Chocolate almond bars are devilishly rich and buttery. These lovely pastries are perfect for a tea party – their elegant shapes and toppings are too pretty not to share. Just as delicious without the ganache and almonds.
Chocolate almond bars
Ingredients
- Beat the butter, icing sugar, egg, milk, vanilla extract and rind together.
- Mix the flour and almonds into the butter mixture and knead to a workable dough.
- Roll the dough with your hands to make a long thin roll, about 2,5cm in width, and then press flat. Wrap in foil or plastic wrap and leave for 2 hours in the fridge. Preheat the oven to 180ºC.
- Cut the strips of dough into 3cm-long pieces. Place them on greased baking trays and bake until golden brown, about 15 minutes.
- Allow to cool slightly before transferring to a wire rack with a palette knife.
- For the ganache, place the chocolate in a bowl. Bring the cream to scalding point then pour it over the chocolate, stirring to blend until the chocolate is melted.
- Drizzle the nuts with the Frangelico and sprinkle with the icing sugar. Toast the nuts until golden brown.

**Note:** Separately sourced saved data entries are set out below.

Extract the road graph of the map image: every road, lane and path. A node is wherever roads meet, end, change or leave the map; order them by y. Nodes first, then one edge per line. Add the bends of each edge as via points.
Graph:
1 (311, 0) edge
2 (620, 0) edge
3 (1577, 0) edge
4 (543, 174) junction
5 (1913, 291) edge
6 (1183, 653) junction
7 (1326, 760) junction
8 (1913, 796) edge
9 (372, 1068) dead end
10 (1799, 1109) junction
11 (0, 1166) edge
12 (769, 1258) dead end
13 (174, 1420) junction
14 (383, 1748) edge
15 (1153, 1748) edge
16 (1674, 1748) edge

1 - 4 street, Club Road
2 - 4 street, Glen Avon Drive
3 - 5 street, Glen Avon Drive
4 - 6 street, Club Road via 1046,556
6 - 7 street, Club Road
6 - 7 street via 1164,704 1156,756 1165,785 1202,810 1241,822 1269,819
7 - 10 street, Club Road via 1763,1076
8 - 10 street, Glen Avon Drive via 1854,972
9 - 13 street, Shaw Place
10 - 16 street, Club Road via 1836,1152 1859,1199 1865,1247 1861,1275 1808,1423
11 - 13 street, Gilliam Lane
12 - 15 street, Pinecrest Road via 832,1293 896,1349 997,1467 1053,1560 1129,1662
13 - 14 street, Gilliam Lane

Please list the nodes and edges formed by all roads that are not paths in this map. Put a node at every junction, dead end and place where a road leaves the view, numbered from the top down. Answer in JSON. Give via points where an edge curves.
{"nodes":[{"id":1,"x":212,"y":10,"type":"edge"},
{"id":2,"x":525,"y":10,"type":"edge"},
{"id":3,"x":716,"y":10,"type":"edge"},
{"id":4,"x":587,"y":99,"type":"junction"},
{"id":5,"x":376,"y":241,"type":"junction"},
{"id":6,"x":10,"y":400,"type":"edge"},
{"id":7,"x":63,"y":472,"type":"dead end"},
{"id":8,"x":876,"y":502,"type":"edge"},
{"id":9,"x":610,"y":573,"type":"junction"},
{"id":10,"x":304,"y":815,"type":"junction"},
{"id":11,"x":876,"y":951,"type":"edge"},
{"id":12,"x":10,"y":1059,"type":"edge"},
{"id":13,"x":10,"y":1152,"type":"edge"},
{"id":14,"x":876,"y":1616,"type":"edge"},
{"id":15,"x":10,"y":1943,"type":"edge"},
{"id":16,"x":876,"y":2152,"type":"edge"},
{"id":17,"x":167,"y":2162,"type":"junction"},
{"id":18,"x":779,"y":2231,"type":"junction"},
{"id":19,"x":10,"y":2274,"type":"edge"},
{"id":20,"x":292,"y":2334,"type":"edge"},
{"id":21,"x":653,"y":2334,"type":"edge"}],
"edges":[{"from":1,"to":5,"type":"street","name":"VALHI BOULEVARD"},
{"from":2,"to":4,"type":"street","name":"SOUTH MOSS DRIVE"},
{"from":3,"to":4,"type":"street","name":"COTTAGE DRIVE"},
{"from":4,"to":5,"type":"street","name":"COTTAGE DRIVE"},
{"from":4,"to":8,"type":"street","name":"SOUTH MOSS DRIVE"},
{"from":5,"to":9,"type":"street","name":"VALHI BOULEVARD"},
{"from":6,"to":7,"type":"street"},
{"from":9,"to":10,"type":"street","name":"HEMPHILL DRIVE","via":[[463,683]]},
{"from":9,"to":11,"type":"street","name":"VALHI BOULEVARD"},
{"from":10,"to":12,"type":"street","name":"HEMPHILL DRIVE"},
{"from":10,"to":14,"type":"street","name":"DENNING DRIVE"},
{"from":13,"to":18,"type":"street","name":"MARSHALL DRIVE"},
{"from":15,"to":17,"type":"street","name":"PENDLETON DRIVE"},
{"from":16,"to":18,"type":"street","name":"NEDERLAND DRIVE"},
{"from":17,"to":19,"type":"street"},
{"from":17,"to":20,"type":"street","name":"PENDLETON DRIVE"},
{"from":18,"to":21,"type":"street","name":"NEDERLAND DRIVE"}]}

- Place the nuts on the biscuits and drizzle over the ganache. Allow the chocolate to set before storing the biscuits in an airtight container.
Instructions
125g butter
80g icing sugar, sifted
1 egg
15ml milk
1ml vanilla extract
rind of 1 lemon, grated
250g cake flour, sifted
100g blanched almonds, coarsely chopped
Chocolate ganache
120g good-quality dark chocolate, finely chopped
120ml fresh cream
Topping
15ml Frangelico
100g slivered almonds
icing sugar, to garnish
Notes
Cook's tips: • Scalding means heating the water close to boiling point. • When melting chocolate over water, don’t allow the water to boil as it heats the chocolate to above 40°C, which changes the texture of the chocolate. • Butter should always be at room temperature. Cold hard butter does not cream as easily when you incorporate it with sugar, and will result in flat cookies. • Do not use imitation vanilla extract, use the real thing – it really does make a difference.